■ Exercise goal:
Pull out each line of the data that includes the word "true".
Available data: Begin
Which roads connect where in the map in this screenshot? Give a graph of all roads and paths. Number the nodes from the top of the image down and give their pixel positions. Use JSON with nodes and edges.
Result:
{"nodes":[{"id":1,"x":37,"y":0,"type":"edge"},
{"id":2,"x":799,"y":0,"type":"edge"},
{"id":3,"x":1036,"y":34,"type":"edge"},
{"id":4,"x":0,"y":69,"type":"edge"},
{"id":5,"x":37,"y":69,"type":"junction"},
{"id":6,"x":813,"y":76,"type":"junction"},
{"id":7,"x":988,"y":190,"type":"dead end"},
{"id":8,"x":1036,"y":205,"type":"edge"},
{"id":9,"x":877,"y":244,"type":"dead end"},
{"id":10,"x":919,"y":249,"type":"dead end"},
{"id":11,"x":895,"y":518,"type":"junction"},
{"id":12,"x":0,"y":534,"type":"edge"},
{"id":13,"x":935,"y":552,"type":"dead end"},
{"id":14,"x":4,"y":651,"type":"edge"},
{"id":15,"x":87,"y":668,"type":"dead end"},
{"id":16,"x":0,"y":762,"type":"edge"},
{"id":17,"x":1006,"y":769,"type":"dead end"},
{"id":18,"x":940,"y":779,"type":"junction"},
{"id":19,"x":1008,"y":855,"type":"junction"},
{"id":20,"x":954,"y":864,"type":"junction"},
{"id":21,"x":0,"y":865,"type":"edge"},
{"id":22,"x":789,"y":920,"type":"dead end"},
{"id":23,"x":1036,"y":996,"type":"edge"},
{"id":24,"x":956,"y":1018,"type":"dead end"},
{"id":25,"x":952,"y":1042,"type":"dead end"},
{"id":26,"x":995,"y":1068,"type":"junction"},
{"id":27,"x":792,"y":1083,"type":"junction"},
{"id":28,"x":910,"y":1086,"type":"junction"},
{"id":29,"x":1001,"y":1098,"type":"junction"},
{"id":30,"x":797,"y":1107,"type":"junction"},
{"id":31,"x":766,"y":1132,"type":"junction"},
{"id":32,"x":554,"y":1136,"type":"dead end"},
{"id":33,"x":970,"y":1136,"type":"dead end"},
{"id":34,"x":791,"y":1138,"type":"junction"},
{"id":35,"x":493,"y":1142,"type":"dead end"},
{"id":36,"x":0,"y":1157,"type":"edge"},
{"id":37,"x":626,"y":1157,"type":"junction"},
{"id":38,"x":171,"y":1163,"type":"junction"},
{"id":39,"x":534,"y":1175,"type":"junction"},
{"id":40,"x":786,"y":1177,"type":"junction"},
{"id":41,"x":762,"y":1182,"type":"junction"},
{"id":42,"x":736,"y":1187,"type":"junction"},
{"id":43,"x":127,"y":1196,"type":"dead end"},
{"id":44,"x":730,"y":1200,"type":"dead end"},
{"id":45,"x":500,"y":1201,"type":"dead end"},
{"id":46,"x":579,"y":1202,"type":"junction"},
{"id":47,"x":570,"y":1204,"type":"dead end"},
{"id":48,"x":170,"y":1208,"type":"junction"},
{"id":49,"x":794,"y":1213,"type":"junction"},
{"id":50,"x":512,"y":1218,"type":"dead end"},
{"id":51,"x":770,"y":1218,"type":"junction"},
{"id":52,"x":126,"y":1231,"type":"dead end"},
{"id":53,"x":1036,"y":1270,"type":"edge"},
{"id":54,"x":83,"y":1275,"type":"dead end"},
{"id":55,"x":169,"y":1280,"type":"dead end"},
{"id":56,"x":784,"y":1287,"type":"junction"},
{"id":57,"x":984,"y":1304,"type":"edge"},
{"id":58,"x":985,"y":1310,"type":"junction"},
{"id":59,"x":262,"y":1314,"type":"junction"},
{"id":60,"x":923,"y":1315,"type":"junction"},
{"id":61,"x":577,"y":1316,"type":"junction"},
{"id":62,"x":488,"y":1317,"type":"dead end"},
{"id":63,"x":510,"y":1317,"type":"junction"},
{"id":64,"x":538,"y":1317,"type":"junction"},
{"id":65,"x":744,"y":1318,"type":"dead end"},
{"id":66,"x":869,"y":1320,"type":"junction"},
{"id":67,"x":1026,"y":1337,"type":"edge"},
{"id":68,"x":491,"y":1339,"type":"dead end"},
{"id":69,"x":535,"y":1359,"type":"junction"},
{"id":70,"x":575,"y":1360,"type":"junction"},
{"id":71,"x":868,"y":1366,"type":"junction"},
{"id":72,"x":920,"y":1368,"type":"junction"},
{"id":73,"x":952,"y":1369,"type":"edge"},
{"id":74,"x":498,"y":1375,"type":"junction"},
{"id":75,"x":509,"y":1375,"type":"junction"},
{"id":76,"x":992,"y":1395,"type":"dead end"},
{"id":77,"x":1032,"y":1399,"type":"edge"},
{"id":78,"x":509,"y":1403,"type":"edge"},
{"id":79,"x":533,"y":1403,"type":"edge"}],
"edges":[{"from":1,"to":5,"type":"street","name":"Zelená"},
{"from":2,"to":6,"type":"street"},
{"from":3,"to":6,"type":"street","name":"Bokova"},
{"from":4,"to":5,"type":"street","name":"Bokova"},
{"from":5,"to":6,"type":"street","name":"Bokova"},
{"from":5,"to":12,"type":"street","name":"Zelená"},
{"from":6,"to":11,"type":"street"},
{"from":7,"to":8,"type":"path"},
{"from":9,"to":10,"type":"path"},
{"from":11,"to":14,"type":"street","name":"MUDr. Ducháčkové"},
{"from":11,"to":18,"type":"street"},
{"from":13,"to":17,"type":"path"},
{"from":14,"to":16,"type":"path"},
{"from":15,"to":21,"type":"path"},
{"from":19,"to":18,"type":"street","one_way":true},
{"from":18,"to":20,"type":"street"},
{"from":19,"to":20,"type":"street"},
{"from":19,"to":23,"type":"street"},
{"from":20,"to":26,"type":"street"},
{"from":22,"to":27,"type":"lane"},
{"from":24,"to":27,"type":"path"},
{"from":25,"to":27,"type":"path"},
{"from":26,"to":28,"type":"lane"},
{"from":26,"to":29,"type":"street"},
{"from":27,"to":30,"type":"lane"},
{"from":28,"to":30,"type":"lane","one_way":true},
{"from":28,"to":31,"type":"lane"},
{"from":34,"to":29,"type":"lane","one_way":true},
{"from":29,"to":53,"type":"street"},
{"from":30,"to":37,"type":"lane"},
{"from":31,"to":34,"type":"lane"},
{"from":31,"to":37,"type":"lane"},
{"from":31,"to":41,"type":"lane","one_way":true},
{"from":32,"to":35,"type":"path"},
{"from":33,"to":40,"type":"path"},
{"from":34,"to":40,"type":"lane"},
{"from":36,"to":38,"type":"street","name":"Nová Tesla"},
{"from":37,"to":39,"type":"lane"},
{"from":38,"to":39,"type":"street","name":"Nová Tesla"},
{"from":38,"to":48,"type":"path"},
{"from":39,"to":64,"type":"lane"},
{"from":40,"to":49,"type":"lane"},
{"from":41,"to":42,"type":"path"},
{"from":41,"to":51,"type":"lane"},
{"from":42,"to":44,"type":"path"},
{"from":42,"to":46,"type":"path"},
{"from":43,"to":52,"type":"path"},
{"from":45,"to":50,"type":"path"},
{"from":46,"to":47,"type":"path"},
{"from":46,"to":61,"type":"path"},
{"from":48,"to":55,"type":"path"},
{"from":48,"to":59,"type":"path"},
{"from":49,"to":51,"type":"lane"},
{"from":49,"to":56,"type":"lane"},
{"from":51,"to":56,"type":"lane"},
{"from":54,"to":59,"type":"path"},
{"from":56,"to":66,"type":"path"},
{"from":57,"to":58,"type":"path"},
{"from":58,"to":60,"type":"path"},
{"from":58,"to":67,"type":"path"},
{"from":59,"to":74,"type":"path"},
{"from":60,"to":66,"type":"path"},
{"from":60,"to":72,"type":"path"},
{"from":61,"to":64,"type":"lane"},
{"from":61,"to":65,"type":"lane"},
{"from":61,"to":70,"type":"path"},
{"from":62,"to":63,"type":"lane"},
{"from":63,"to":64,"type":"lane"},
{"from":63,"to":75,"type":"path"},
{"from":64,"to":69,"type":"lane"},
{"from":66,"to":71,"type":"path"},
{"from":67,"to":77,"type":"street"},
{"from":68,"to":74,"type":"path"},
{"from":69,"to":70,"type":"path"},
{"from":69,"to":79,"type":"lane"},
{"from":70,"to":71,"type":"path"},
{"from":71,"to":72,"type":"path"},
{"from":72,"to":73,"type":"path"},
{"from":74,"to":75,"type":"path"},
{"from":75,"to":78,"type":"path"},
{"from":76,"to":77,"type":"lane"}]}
Available data: End
■ Final answer:
{"from":19,"to":18,"type":"street","one_way":true},
{"from":28,"to":30,"type":"lane","one_way":true},
{"from":34,"to":29,"type":"lane","one_way":true},
{"from":31,"to":41,"type":"lane","one_way":true},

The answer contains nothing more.